(DATA PROVIDED)

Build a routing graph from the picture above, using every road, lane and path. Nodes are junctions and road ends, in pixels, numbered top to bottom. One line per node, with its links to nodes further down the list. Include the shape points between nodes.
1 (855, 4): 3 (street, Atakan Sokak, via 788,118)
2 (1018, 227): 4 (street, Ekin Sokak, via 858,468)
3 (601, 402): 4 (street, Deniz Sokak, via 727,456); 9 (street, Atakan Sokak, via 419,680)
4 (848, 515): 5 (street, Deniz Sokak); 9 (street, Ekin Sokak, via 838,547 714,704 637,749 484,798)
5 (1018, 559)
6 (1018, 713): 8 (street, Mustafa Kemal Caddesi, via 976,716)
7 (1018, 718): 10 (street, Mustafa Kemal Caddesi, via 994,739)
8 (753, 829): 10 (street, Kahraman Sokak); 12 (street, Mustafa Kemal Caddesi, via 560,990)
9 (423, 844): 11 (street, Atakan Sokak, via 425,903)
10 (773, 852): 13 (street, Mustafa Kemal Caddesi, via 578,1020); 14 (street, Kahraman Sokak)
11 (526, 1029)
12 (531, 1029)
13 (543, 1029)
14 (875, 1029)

(End DATA PROVIDED)

*TASK TO COMPLETE*. Print the records above again, every one, exactly as written.

*REPLY*.
Build a routing graph from the picture above, using every road, lane and path. Nodes are junctions and road ends, in pixels, numbered top to bottom. One line per node, with its links to nodes further down the list. Include the shape points between nodes.
1 (855, 4): 3 (street, Atakan Sokak, via 788,118)
2 (1018, 227): 4 (street, Ekin Sokak, via 858,468)
3 (601, 402): 4 (street, Deniz Sokak, via 727,456); 9 (street, Atakan Sokak, via 419,680)
4 (848, 515): 5 (street, Deniz Sokak); 9 (street, Ekin Sokak, via 838,547 714,704 637,749 484,798)
5 (1018, 559)
6 (1018, 713): 8 (street, Mustafa Kemal Caddesi, via 976,716)
7 (1018, 718): 10 (street, Mustafa Kemal Caddesi, via 994,739)
8 (753, 829): 10 (street, Kahraman Sokak); 12 (street, Mustafa Kemal Caddesi, via 560,990)
9 (423, 844): 11 (street, Atakan Sokak, via 425,903)
10 (773, 852): 13 (street, Mustafa Kemal Caddesi, via 578,1020); 14 (street, Kahraman Sokak)
11 (526, 1029)
12 (531, 1029)
13 (543, 1029)
14 (875, 1029)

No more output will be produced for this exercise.